What we suggest for a good emergency response kit for radiation is a general purpose Geiger counter like the Monitor 4, a carbon fiber dosimeter such as the PEN200 and a Charger to reset the dosimeter. There are electronic dosimeters, however, if you are in the blast zone of a nuclear bomb the pulse of the bombs render most electronic inoperable but the carbon style dosimeters will still operate.

Radiation Info / What is the lowest beta energy that SEI's units can detect?

The 10 keV mentioned in some of our specifications is specific to gamma/x rays. For beta particles, it is a bit different. For example, the detector used in The Ranger and Abacus units has an "Areal density" listed as 1.5 to 2.0 mg/cm^2. Looking this up on a beta particle range/energy curve, this thickness will stop all betas up to about 35 keV. Therefore the ABSOLUTE minimum beta energy that can be detected is about 35 keV, not taking into account any other physical factors (distance, self-absorption, the grill over the detector, etc.).

Radiation Info / What is the conversion between kV (X-Rays) and keV (Gamma)?

kV is actually the kilo Voltage at which an x-ray tube is operated.KeV is the is the energy that an electron gains when it travels through a potential of one thousand volt.When an x-ray tube is operated at 50kV the electrons from the cathode are accelerated towards the anode and the electrons, on hitting the anode, produce the x-rays. The x-rays thus produced will have a a spectrum of energies from a few keV to a maximum of 50keV. The average energy of the x-rays will be approximately one-third of the maximum energy 50 keV.

Radiation Info / How does the size of a GM tube effect the dead time?

The dead time has to do with detector size, anode resistor valve, and the distance of the anode resistor from the detector.

In general the smaller the detector the shorter the dead time. The lower the resistor value the shorter the dead time. The closer the anode resistor is to the anode the shorter the dead time.

Energy compensation does not contribute to the dead time of a detector.

Radiation Info / How do I perform a basic survey using my survey meter?

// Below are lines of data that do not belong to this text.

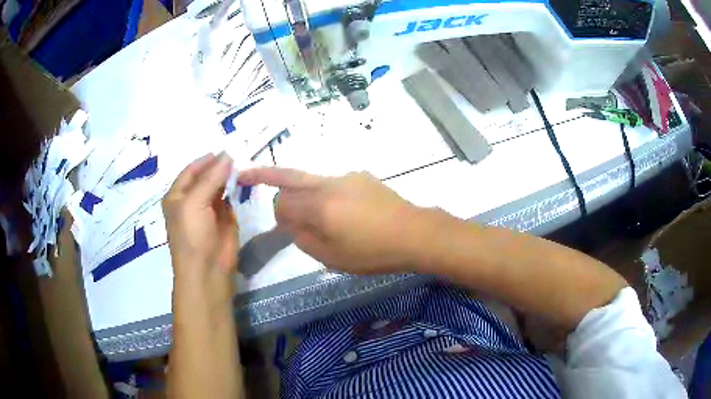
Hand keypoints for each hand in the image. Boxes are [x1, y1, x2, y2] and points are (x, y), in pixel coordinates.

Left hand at [163, 153, 238, 299]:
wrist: (207, 270)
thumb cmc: (192, 235)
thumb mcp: (195, 202)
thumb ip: (211, 178)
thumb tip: (228, 155)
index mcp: (177, 195)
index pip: (191, 170)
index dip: (206, 159)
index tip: (225, 149)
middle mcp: (192, 200)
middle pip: (205, 176)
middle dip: (219, 165)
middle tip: (239, 152)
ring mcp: (209, 209)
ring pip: (219, 186)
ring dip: (229, 175)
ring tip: (244, 160)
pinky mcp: (225, 218)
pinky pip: (230, 198)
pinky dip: (236, 188)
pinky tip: (245, 178)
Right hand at [237, 168, 421, 273]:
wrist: (414, 233)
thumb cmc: (373, 252)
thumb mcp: (332, 257)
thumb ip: (302, 237)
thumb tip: (288, 221)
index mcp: (319, 205)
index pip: (282, 203)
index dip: (279, 216)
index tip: (287, 228)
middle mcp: (328, 183)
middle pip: (289, 175)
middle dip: (264, 174)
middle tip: (245, 174)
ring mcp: (346, 176)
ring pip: (310, 178)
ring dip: (299, 189)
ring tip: (308, 208)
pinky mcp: (360, 176)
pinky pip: (332, 183)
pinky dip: (325, 194)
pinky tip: (343, 211)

How to Detect Background Radiation

To see what the background radiation is in your area, simply turn the instrument on and, after the 30 second start up beep, the general background radiation will be displayed.

How To Survey a Surface

When surveying a surface, such as a counter top, you will need to hold The Ranger about 1-2 centimeters from the surface while moving the unit horizontally across the survey area at a rate of 2 inches per second.

How to Perform a General Survey

A general survey would be used to find a potential source. For example, if you are looking for a potential source in a pile of scrap, The Ranger will typically detect about 2 feet into a pile. It is easier to find a source when The Ranger is set to Fast Response mode. However, even if The Ranger is in Auto-Averaging mode, the audio clicks that indicate a count should be a sufficient indicator if a potential source is present. To find the source, slowly move The Ranger in the direction of the higher readings or clicks until the potential source is found.